The gracious manager and staff of the Avalon Café welcomed the dozen people with carrot cake and were happy to serve us coffee, tea, and spirits. Marcela had poems fitting the occasion—sonnets about food and coffee that got the staff chuckling and nodding their heads.
Deborah Bernhardt who had driven all the way from Massachusetts with a friend presented a lush landscape of language in the tradition of Gertrude Stein.
It was definitely a family affair. Lead co-host Kathi Morrison-Taylor invoked the spirits of Jacklyn Potter (the former director of the Cabin Series) and the late Word Works Board Members Robert Sargent and Hilary Tham.
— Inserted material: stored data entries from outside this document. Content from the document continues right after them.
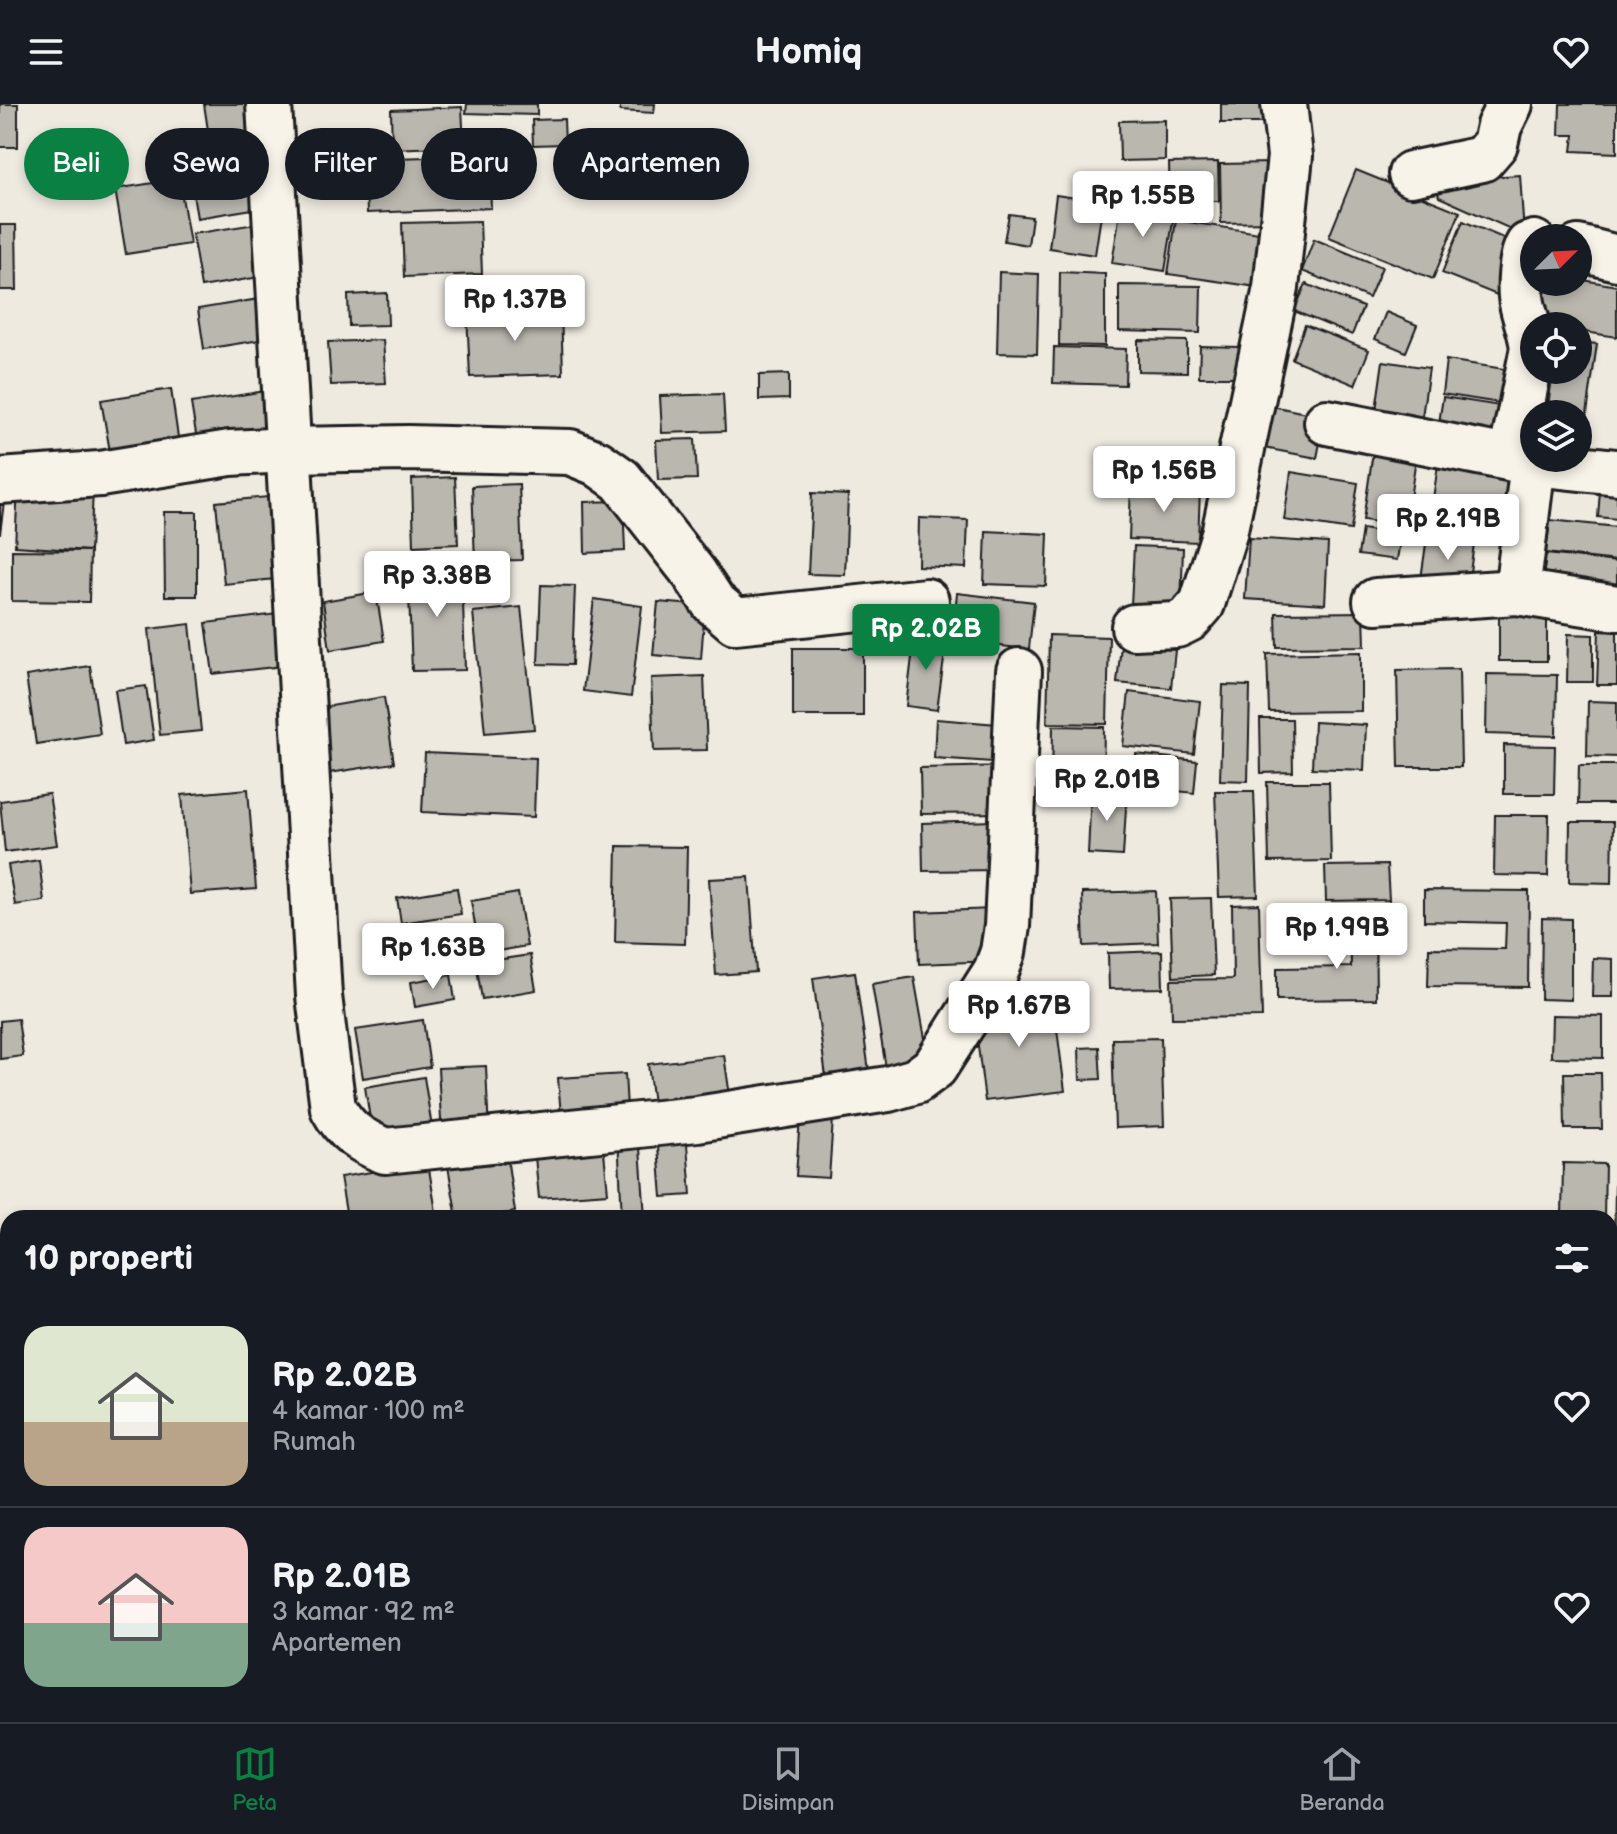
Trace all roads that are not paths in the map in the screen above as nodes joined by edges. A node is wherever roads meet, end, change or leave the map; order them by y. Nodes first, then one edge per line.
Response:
1 (269, 104) edge
2 (1284, 104) edge
3 (1510, 104) edge
4 (1411, 174) dead end
5 (1592, 252) edge
6 (1617, 258) edge
7 (1521, 296) edge
8 (1528, 400) edge
9 (1327, 422) dead end
10 (288, 450) junction
11 (1520, 460) edge
12 (1592, 469) edge
13 (1522, 472) edge
14 (1617, 472) edge
15 (0, 481) edge
16 (1517, 592) junction
17 (926, 601) dead end
18 (1376, 601) dead end
19 (1617, 608) edge
20 (1134, 627) dead end
21 (1019, 671) dead end

1 - 10 street
2 - 20 street
3 - 4 street
5 - 6 street
7 - 8 street
9 - 11 street
10 - 15 street
10 - 17 street
10 - 21 street
12 - 14 street
13 - 16 street
16 - 18 street
16 - 19 street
Mel Belin gave an inspired reading of Joaquin Miller’s poem “Columbus.” Paul Hopper in the open reading hosted by co-host Deborah Ager read a trio of poems honoring Jacklyn, his mother, and a late NIH doctor who had visited the Cabin. Marcela’s daughter wander on and off “stage” as her mom read.
We apologize to anyone who came either to picnic grove 6 where the Cabin sits or to the church and couldn’t find us. Nonetheless, we had an inspired reading in an unexpected and wonderful venue. Thank you to Henry Passman and his staff at the Avalon. Join us next week on Tuesday June 16 to hear Tyler Caroline Mills with the Jacklyn Potter Young Poets Katherine Casey and Baobao Zhang.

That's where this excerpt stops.